## About this exercise
Work out how many lines in the data that follows contain "graph". Write nothing but the number.

──────── Provided information ────────

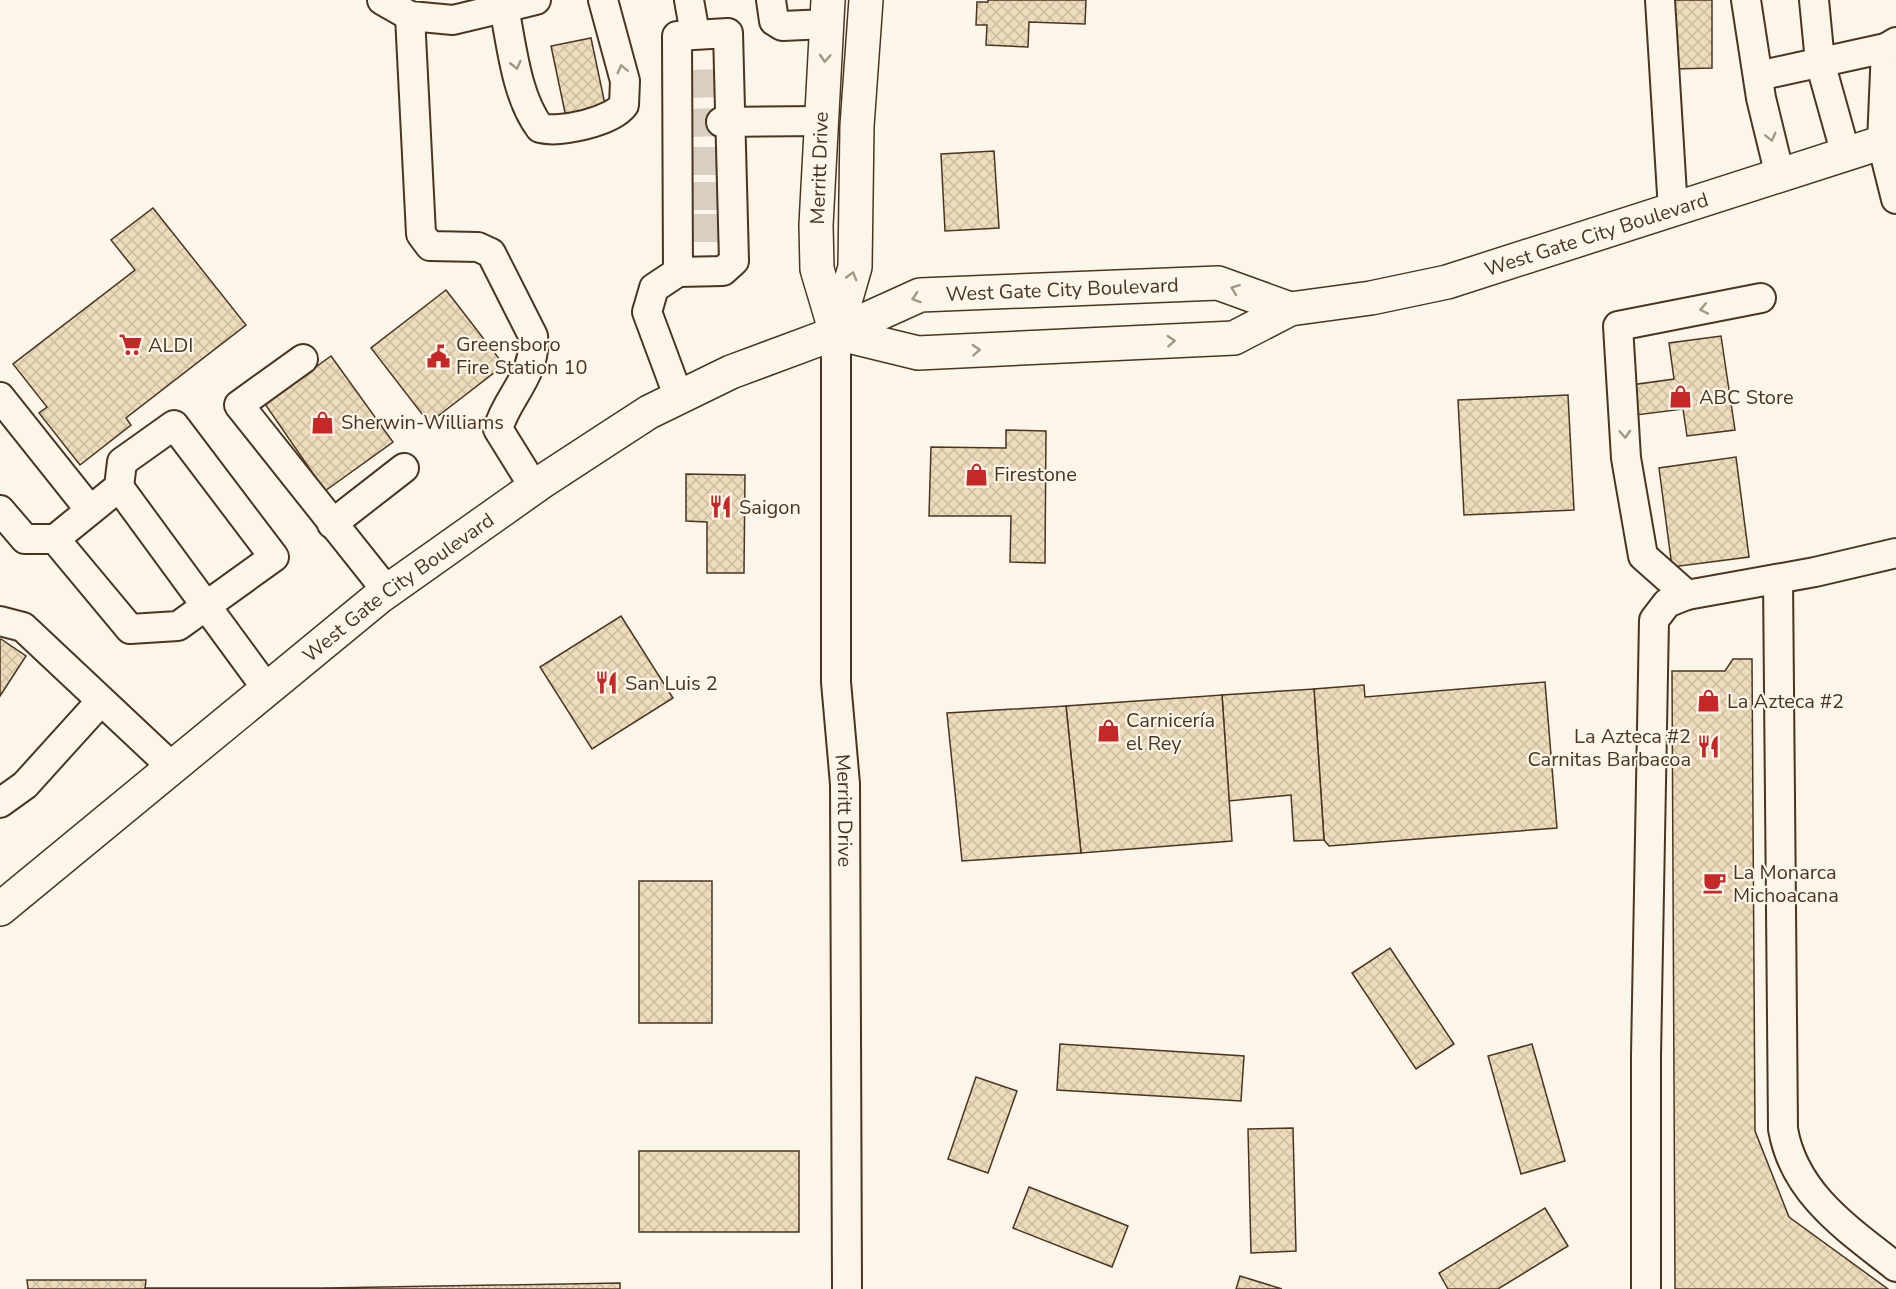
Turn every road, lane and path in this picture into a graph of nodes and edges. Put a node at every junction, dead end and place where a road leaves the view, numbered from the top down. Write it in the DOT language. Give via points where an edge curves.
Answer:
graph roads {
  1 [pos="382,0"];
  2 [pos="536,0"];
  3 [pos="603,0"];
  4 [pos="689,0"];
  5 [pos="771,0"];
  6 [pos="866,0"];
  7 [pos="1660,0"];
  8 [pos="1746,0"];
  9 [pos="1814,0"];
  10 [pos="504,8"];
  11 [pos="827,12"];
  12 [pos="410,16"];
  13 [pos="695,34"];
  14 [pos="1891,45"];
  15 [pos="1823,73"];
  16 [pos="1759,87"];
  17 [pos="821,121"];
  18 [pos="727,123"];
  19 [pos="1889,141"];
  20 [pos="1846,155"];
  21 [pos="1780,176"];
  22 [pos="1896,200"];
  23 [pos="1673,210"];
  24 [pos="678,272"];
  25 [pos="1761,298"];
  26 [pos="1290,309"];
  27 [pos="836,333"];
  28 [pos="303,359"];
  29 [pos="0,397"];
  30 [pos="679,398"];
  31 [pos="404,468"];
  32 [pos="119,487"];
  33 [pos="534,487"];
  34 [pos="0,510"];
  35 [pos="90,510"];
  36 [pos="332,524"];
  37 [pos="55,539"];
  38 [pos="1896,553"];
  39 [pos="1778,579"];
  40 [pos="387,591"];
  41 [pos="1687,595"];
  42 [pos="207,606"];
  43 [pos="0,621"];
  44 [pos="267,689"];
  45 [pos="101,700"];
  46 [pos="172,767"];
  47 [pos="0,803"];
  48 [pos="0,909"];
  49 [pos="1896,1267"];
  50 [pos="847,1289"];
  51 [pos="1646,1289"];
  1 -- 12 [label="street"];
  2 -- 10 [label="street"];
  10 -- 3 [label="street, one-way" via="520,81 532,114 540,128 552,131 606,117 624,105 625,81"];
  4 -- 13 [label="street"];
  5 -- 11 [label="street" via="774,21 782,26"];
  27 -- 6 [label="main road, Merritt Drive, one-way" via="855,267 857,126"];
  7 -- 23 [label="street"];
  8 -- 16 [label="street"];
  9 -- 15 [label="street"];
  10 -- 12 [label="street" via="453,20"];
  11 -- 17 [label="main road, Merritt Drive, one-way"];
  12 -- 33 [label="street" via="421,234 430,246 478,247 491,253 533,336 534,351 518,394 502,415 498,429"];
  13 -- 18 [label="street" via="728,33"];
  13 -- 24 [label="street" via="677,36 685,124 684,228"];
  14 -- 15 [label="street"];
  14 -- 19 [label="street"];
  15 -- 16 [label="street"];
  15 -- 20 [label="street"];
  16 -- 21 [label="street, one-way"];
  17 -- 18 [label="street"];
  17 -- 27 [label="main road, Merritt Drive" via="818,269"];
  18 -- 24 [label="street" via="727,228 734,261 723,271"];
  19 -- 20 [label="main road, West Gate City Boulevard"];
  19 -- 22 [label="street"];
  20 -- 21 [label="main road, West Gate City Boulevard"];
  21 -- 23 [label="main road, West Gate City Boulevard"];
  23 -- 26 [label="main road, West Gate City Boulevard" via="1447,282"];
  24 -- 30 [label="street" via="654,288 647,312"];
  25 -- 41 [label="street, one-way" via="1618,326 1626,458 1643,556"];
  27 -- 26 [label="main road, West Gate City Boulevard, one-way" via="918,353 1234,338"];
  26 -- 27 [label="main road, West Gate City Boulevard, one-way" via="1218,283 920,296"];
  27 -- 30 [label="main road, West Gate City Boulevard" via="731,372"];
  27 -- 50 [label="street, Merritt Drive" via="836,682 845,784"];
  28 -- 36 [label="street" via="239,405"];
  29 -- 35 [label="street"];
  30 -- 33 [label="main road, West Gate City Boulevard" via="649,412"];
  31 -- 36 [label="street"];
  32 -- 35 [label="street"];
  32 -- 42 [label="street"];
  32 -- 42 [label="street" via="122,462 174,425 274,557"];
  33 -- 40 [label="main road, West Gate City Boulevard"];
  34 -- 37 [label="street" via="25,539"];
  35 -- 37 [label="street"];
  36 -- 40 [label="street"];
  37 -- 42 [label="street" via="130,629 178,627"];
  38 -- 39 [label="street"];
  39 -- 41 [label="street"];
  39 -- 49 [label="street" via="1784,1137 1799,1176 1812,1196"];
  40 -- 44 [label="main road, West Gate City Boulevard"];
  41 -- 51 [label="street" via="1668,603 1654,621"];
  42 -- 44 [label="street"];
  43 -- 45 [label="street" via="23,627"];
  44 -- 46 [label="main road, West Gate City Boulevard"];
  45 -- 46 [label="street"];
  45 -- 47 [label="street" via="25,785"];
  46 -- 48 [label="main road, West Gate City Boulevard"];
}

────────

## Your response
2